Clause de sauvegarde

L’UE critique la décision suisse

La Commission souligne qu’il y a un lien entre la libre circulation et les relations bilatérales

«L’Union européenne (UE) attache une grande importance à la libre circulation des personnes dans le contexte général de ses relations avec la Suisse.» Menace voilée, agacement ou simple regret, la cheffe de la diplomatie européenne, Catherine Ashton, a, dans une première réaction à la décision du Conseil fédéral mercredi soir, affirmé que les mesures ignorent les avantages que la libre circulation apporte autant aux citoyens suisses qu’à ceux de l’UE.

Catherine Ashton n’a pas brandi une quelconque mesure de rétorsion. Dans son communiqué, elle fait toutefois ressortir que «la décision suisse est contraire à l’accord puisqu’elle fait une différence entre les groupes d’Etats membres». La commissaire regrette que la Suisse ait abandonné l’approche suivie en 2008 et en 2009 lorsque la clause de sauvegarde n’avait pas été invoquée alors même que la possibilité était bien là.

Pour Martin Schulz, président du Parlement européen, Berne a le droit de prendre toute décision selon ses intérêts, «mais celle-ci n’était pas absolument nécessaire». Il ne voit pas de raison particulière pour activer la clause de sauvegarde mais respecte la décision suisse.
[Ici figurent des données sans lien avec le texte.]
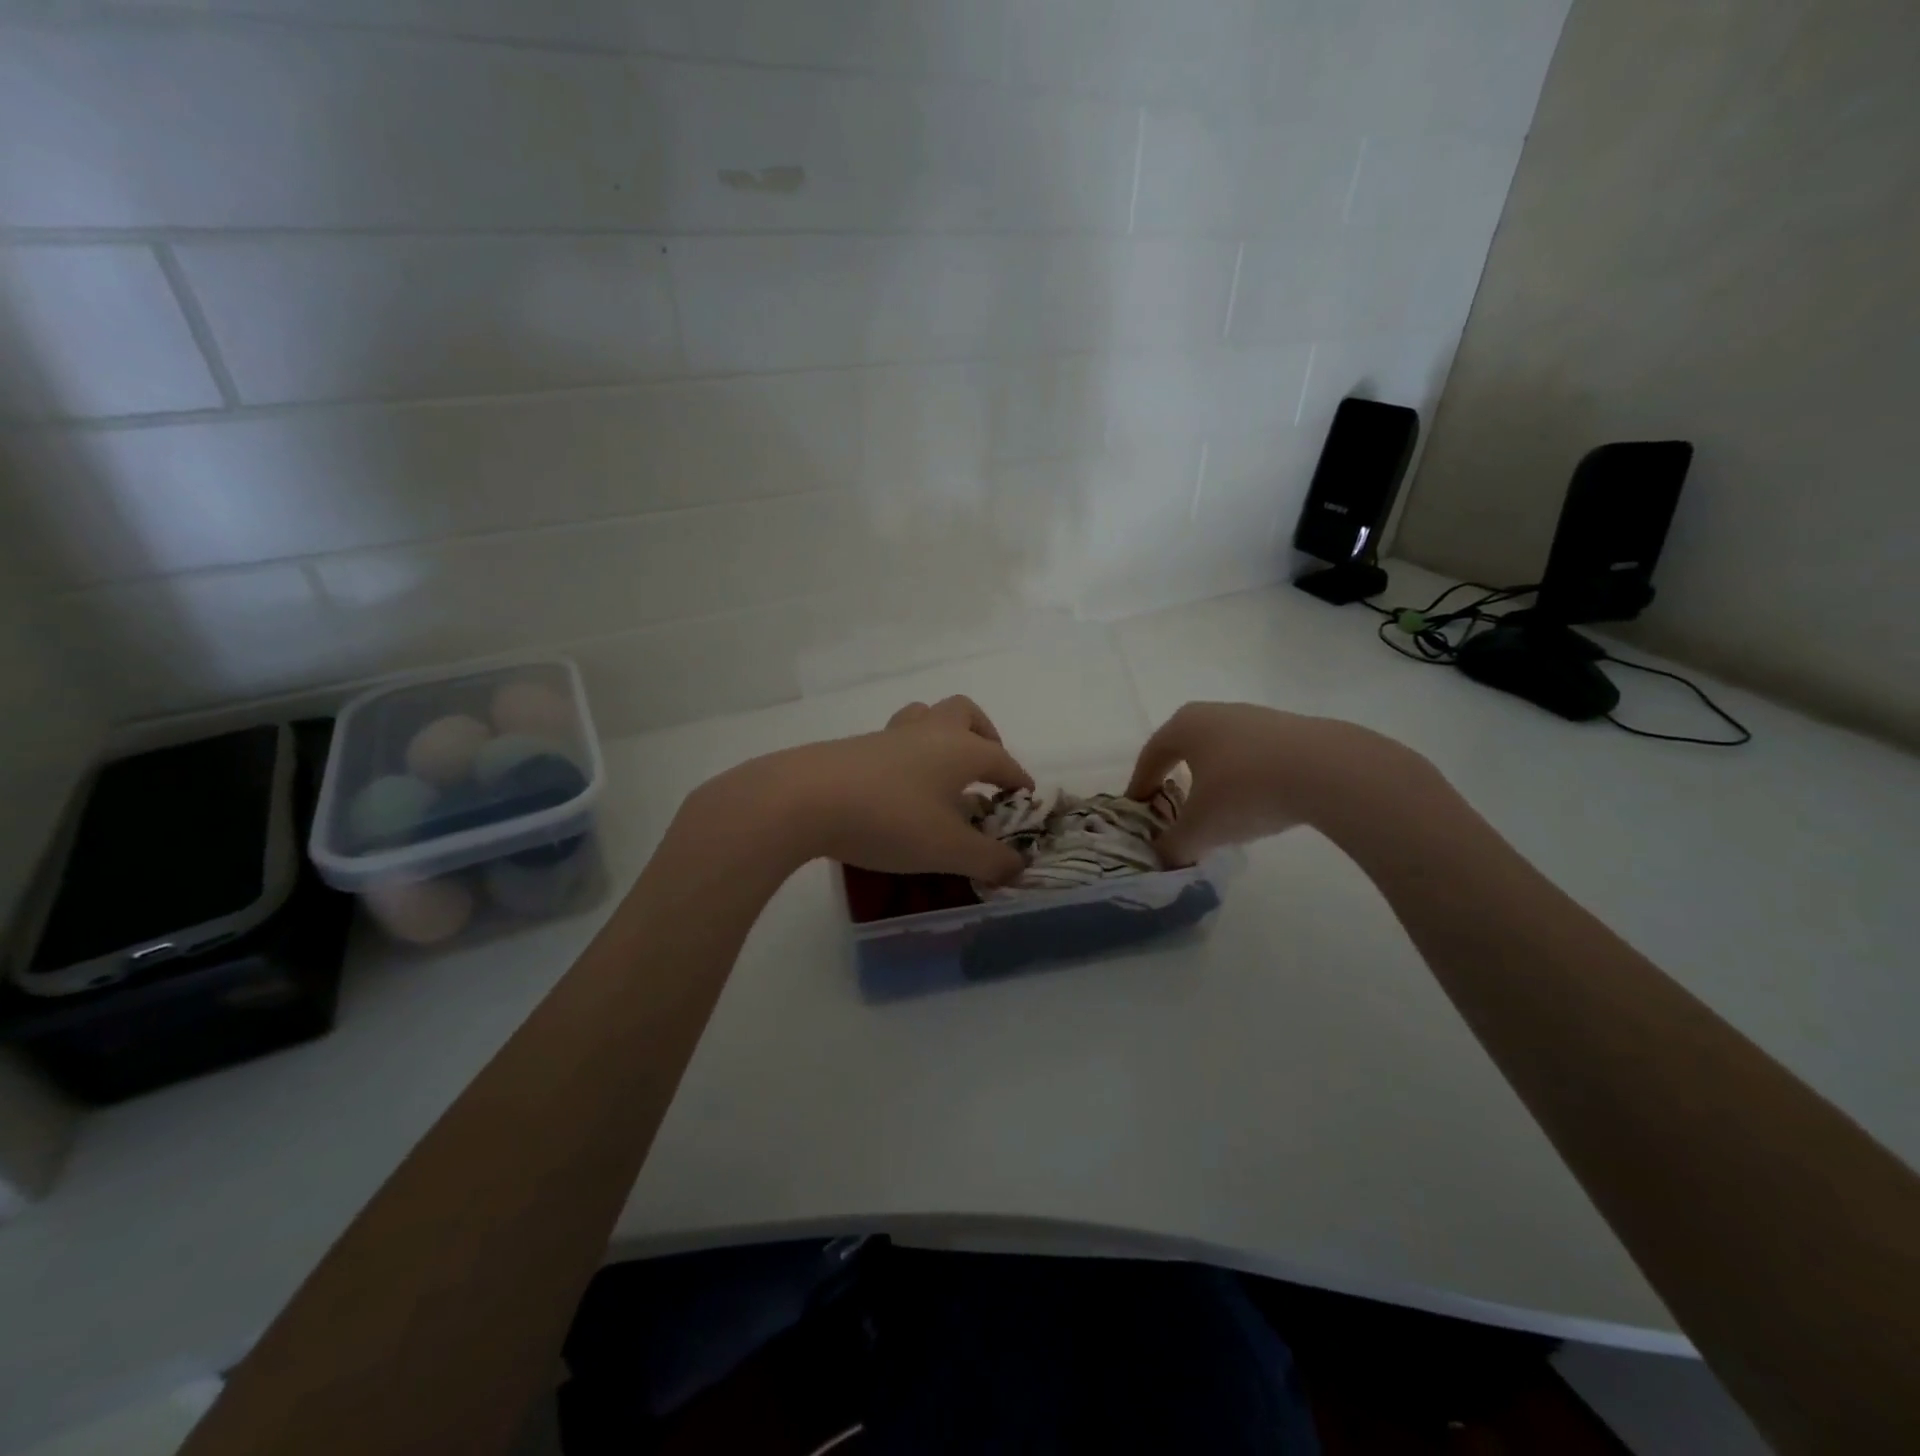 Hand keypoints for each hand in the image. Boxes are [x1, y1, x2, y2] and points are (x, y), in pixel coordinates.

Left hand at [690, 696, 1034, 883]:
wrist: (804, 799)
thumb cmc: (890, 819)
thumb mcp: (948, 850)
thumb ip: (988, 860)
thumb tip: (1018, 868)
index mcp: (960, 749)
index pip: (1002, 760)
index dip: (1018, 780)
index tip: (1024, 798)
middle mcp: (929, 732)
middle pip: (965, 713)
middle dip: (983, 736)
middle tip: (985, 769)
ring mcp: (889, 736)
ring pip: (925, 717)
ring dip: (942, 736)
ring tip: (942, 773)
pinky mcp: (856, 747)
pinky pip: (894, 741)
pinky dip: (907, 756)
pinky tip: (899, 789)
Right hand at [1126, 702, 1426, 864]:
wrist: (1329, 770)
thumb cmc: (1246, 791)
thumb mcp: (1200, 829)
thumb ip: (1173, 846)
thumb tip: (1164, 857)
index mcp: (1184, 726)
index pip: (1150, 755)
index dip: (1140, 784)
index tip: (1137, 808)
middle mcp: (1214, 713)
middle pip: (1184, 747)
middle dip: (1175, 776)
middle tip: (1173, 805)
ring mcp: (1254, 717)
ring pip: (1221, 750)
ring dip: (1213, 777)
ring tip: (1219, 808)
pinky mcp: (1290, 729)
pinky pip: (1253, 755)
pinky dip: (1246, 777)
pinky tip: (1258, 801)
Dans une autre déclaration à l’ATS, il dit «comprendre les craintes suisses face à une immigration élevée».

Un diplomate européen qui tient à garder l’anonymat affirme que cette décision touchera les pays frontaliers et les pays du sud de l’Europe. «Il y a une année, l’UE avait dénoncé la décision unilatérale suisse, mais sans prendre de mesures de rétorsion. Cette fois-ci, elle pourrait passer de la parole à l’acte tout en sachant qu’un million d’Européens travaillent à présent en Suisse.» Le diplomate craint par ailleurs que les relations entre l’UE et la Suisse se durcissent à l’avenir, alors même que plusieurs sujets importants sont sur la table des négociations.

Le même diplomate dit comprendre que la Suisse soit attentive à l’immigration au moment où plusieurs pays européens font face à un chômage croissant. A ce propos, quatre pays (Royaume-Uni, Allemagne, Autriche et Pays-Bas) viennent de mettre, dans une lettre à la Commission, en garde contre des chômeurs en quête de sécurité sociale. Selon lui, la Suisse ne serait pas épargnée par ce phénomène.

La Mission suisse explique

Roberto Balzaretti, chef de la Mission de la Suisse auprès de l’UE, a envoyé cet après-midi un message d’explications à la Commission et aux représentants des pays membres de l’UE. La mission s’est organisée pour que la presse européenne en soit informée en même temps que la presse suisse. Elle se dit par ailleurs prête à déployer les moyens nécessaires si le besoin d’informations complémentaires se fait sentir.